Settlers of the Delta transformed what was once 700,000 acres of tidal freshwater marsh into hundreds of thousands of acres of irrigated agricultural land. Many came in 1850 after the passage of the federal Swamp and Overflow Land Act, which transferred swampland to the state. The state legislature did away with acreage limits, and soon thousands of acres were privately owned.

Chinese immigrants who settled in the Delta by the 1860s built more than a thousand miles of levees to reclaim farmland. First-generation laborers from China, Japan, India, the Philippines, and Mexico came to work in orchards, asparagus fields, packing sheds, and canneries.

In the Delta’s heyday, fruits and vegetables were packed daily throughout the season on wharves close to the orchards and shipped on steamships to San Francisco and Sacramento. It’s long been a pear-growing center, with Bartlett pears still pulling in $32.7 million last year as Sacramento County’s third-biggest commodity. Wine grapes, by comparison, have shot to the top as a $93-million crop in Sacramento County.

Pulling pears

Starting this year, my family’s farming business, Darsie, Hutchinson & Pettigrew, will pull out our old pears, planting Chardonnay and Petite Sirah grapes in their place. It’s also my first year attempting to follow in my father’s footsteps in farming, after leaving a career as a newspaper reporter. The idea of being at the ranch appealed to me because I’d be able to be outside (rather than hunched at a desk on deadline every workday) and because it was an exciting prospect to jump into an industry that is growing. I like seeing hawks and coyotes during my workday. There’s an independence to farming that I can see being deeply satisfying.

It’s not the romantic lifestyle that many people think farming is. I struggle being a woman in a male-dominated world, valuing different things than a lot of the farmers I meet seem to value, and encountering the inherent injustices of a flawed immigration system—seeing the employees who work the hardest getting paid the least. It’s hard to come to terms with the reality that consumers aren’t willing to pay a price for pears and apples that would translate into adequate compensation for backbreaking, even dangerous, work.

As I struggle with the realities of farming, the vines in our first planting of Petite Sirah are growing rapidly, and I’m learning the tricks to finding balance in operating a ranch. It seems to me it could take years before I’ve acquired enough knowledge and experience to call myself a farmer. But, in the meantime, the seasons are flying by. The Redwings my dad gave me in a symbolic gesture last fall have gotten more scuffed and less obviously brand new. The back of my neck is dark brown from the sun. Things are progressing. It’s a little scary to be part of this venture of moving toward grapes, but I think it’s the right decision.

Pragmatism

I asked my dad recently if he was sad about ripping out the pear trees. He said no.

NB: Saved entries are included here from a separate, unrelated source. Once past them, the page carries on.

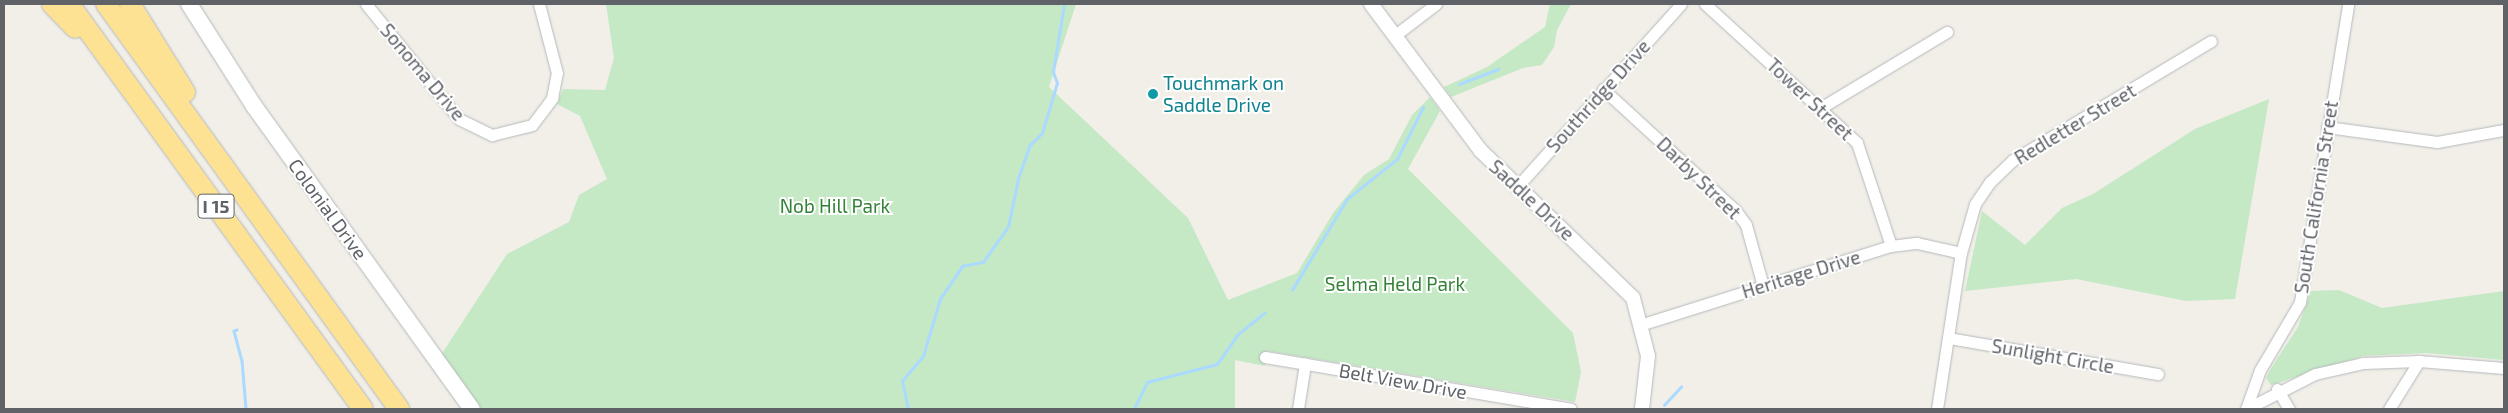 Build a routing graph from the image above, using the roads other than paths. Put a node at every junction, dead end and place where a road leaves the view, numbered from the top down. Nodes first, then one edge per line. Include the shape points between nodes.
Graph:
1 (52, 4) edge
2 (69, 4) edge
3 (106, 4) edge
4 (130, 4) edge
5 (190, 4) edge
6 (539, 4) edge
7 (1371, 4) edge
8 (1436, 4) edge
9 (1681, 4) edge
10 (1705, 4) edge
11 (2348, 4) edge
12 (368, 5) edge
13 (1947, 32) dead end
14 (1394, 36) junction
15 (2211, 41) dead end
16 (1603, 89) junction
17 (1822, 107) junction
18 (2327, 128) junction
19 (2504, 130) edge
20 (179, 156) junction
21 (1516, 188) junction
22 (243, 194) junction
23 (1891, 246) junction
24 (1962, 253) junction
25 (1763, 286) junction
26 (1643, 324) junction
27 (1949, 338) junction
28 (1265, 357) dead end
29 (2420, 361) junction
30 (1305, 364) junction
31 (2504, 368) edge
32 (2158, 374) dead end
33 (2277, 390) junction
34 (1522, 405) edge
35 (362, 409) edge
36 (399, 409) edge
37 (472, 409) edge
38 (1298, 409) edge
39 (1571, 409) edge
40 (1642, 409) edge
41 (1937, 409) edge
42 (2246, 409) edge
43 (2289, 409) edge
44 (2388, 409) edge

1 - 20 highway
2 - 20 highway, I 15
3 - 22 highway, I 15
4 - 22 highway
5 - 37 main road, Colonial Drive via 254,106
6 - 12 street, Sonoma Drive via 557,73 552,98 532,125 492,135 459,119
7 - 14 street, Saddle Drive
8 - 14 street
9 - 16 street, Southridge Drive
10 - 17 street, Tower Street
11 - 18 street, South California Street
13 - 17 street
14 - 21 street, Saddle Drive via 1481,151
15 - 24 street, Redletter Street via 2013,160 1974,204
16 - 21 street, Southridge Drive
16 - 25 street, Darby Street via 1736,211 1746,225
17 - 23 street, Tower Street via 1857,143
18 - 19 street via 2399,141 2437,142
18 - 42 street, South California Street via 2300,302 2260,370
20 - 35 highway, I 15
21 - 26 street, Saddle Drive via 1620,282 1633,298
22 - 36 highway, I 15
23 - 24 street, Heritage Drive via 1917,243
23 - 25 street, Heritage Drive
24 - 27 street, Redletter Street
25 - 26 street, Heritage Drive
26 - 40 street, Saddle Drive via 1648,356
27 - 32 street, Sunlight Circle
27 - 41 street, Redletter Street
28 - 30 street, Belt View Drive
29 - 31 street
29 - 33 street via 2363,363 2315,374
29 - 44 street
30 - 34 street, Belt View Drive
30 - 38 street
33 - 42 street
33 - 43 street
34 - 39 street, Belt View Drive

“In farming, you have to be pragmatic,” he told me, standing and squinting in the field where we are anxiously set to plant our first 24 acres of grapes.

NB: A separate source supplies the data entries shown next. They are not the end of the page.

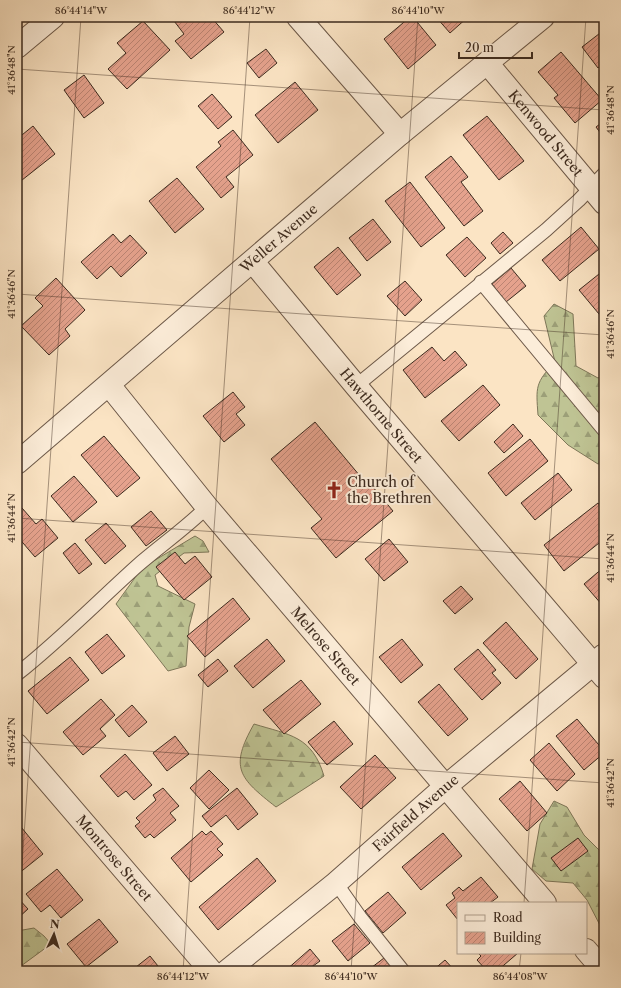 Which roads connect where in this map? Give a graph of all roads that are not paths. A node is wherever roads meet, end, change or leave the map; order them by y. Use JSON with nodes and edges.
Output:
{"nodes":[{"id":1,"x":52,"y":17,"type":"edge"},
{"id":2,"x":298,"y":17,"type":"edge"},
{"id":3,"x":543,"y":17,"type":"edge"},
{"id":4,"x":17,"y":47,"type":"edge"},
{"id":5,"x":488,"y":64,"type":"junction"},
{"id":6,"x":400,"y":134,"type":"junction"},
{"id":7,"x":600,"y":188,"type":"edge"},
{"id":8,"x":253,"y":262,"type":"junction"},
{"id":9,"x":481,"y":282,"type":"junction"},
{"id":10,"x":109,"y":385,"type":"junction"},
{"id":11,"x":356,"y":386,"type":"junction"},
{"id":12,"x":604,"y":430,"type":"edge"},
{"id":13,"x":17,"y":463,"type":"edge"},
{"id":14,"x":207,"y":507,"type":"junction"},
{"id":15,"x":600,"y":665,"type":"edge"},
{"id":16,"x":17,"y":674,"type":"edge"},
{"id":17,"x":17,"y":745,"type":"edge"},
{"id":18,"x":445,"y":787,"type":"junction"},
{"id":19,"x":336,"y":883,"type":"junction"},
{"id":20,"x":544,"y":902,"type":"edge"},
{"id":21,"x":587,"y":951,"type":"edge"},
{"id":22,"x":211,"y":971,"type":"edge"},
{"id":23,"x":227,"y":971,"type":"edge"},
{"id":24,"x":403,"y":971,"type":"edge"},
{"id":25,"x":604,"y":971,"type":"edge"}],
"edges":[{"from":1,"to":4,"type":"street"},
{"from":2,"to":6,"type":"street"},
{"from":3,"to":5,"type":"street","name":"Weller Avenue"},
{"from":5,"to":6,"type":"street","name":"Weller Avenue"},
{"from":5,"to":7,"type":"street","name":"Kenwood Street"},
{"from":6,"to":8,"type":"street","name":"Weller Avenue"},
{"from":7,"to":9,"type":"lane"},
{"from":8,"to":10,"type":"street","name":"Weller Avenue"},
{"from":8,"to":11,"type":"street","name":"Hawthorne Street"},
{"from":9,"to":11,"type":"lane"},
{"from":9,"to":12,"type":"lane"},
{"from":10,"to":13,"type":"street","name":"Weller Avenue"},
{"from":10,"to":14,"type":"street","name":"Melrose Street"},
{"from":11,"to":15,"type":"street","name":"Hawthorne Street"},
{"from":14,"to":16,"type":"lane"},
{"from":14,"to":18,"type":"street","name":"Melrose Street"},
{"from":15,"to":18,"type":"street","name":"Fairfield Avenue"},
{"from":17,"to":22,"type":"street","name":"Montrose Street"},
{"from":18,"to":19,"type":"street","name":"Fairfield Avenue"},
{"from":18,"to":20,"type":"street","name":"Melrose Street"},
{"from":19,"to":23,"type":"street","name":"Fairfield Avenue"},
{"from":19,"to":24,"type":"lane"},
{"from":21,"to":25,"type":"street"}]}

It’s a strategic move. The state of California is poised to undertake a multibillion-dollar, multiyear project to install two gigantic tunnels to divert water from the Delta. Between escalating water demands and climate change—the Sierra snowpack is at 17 percent of its normal level—it seems smart to transition to a crop that takes half the water that pears do. Even more pressingly, the agricultural labor market continues to tighten.

“A really good picker or pruner in the pears is really skilled, and having skilled workers is what allows us to be competitive,” Dad said. “We don’t have them anymore.” During this past pear harvest, I’ve witnessed yet again—for however many years I’ve been out in the orchards during pear harvest since I was a teenager driving tractors—that exceptionally skilled work in action.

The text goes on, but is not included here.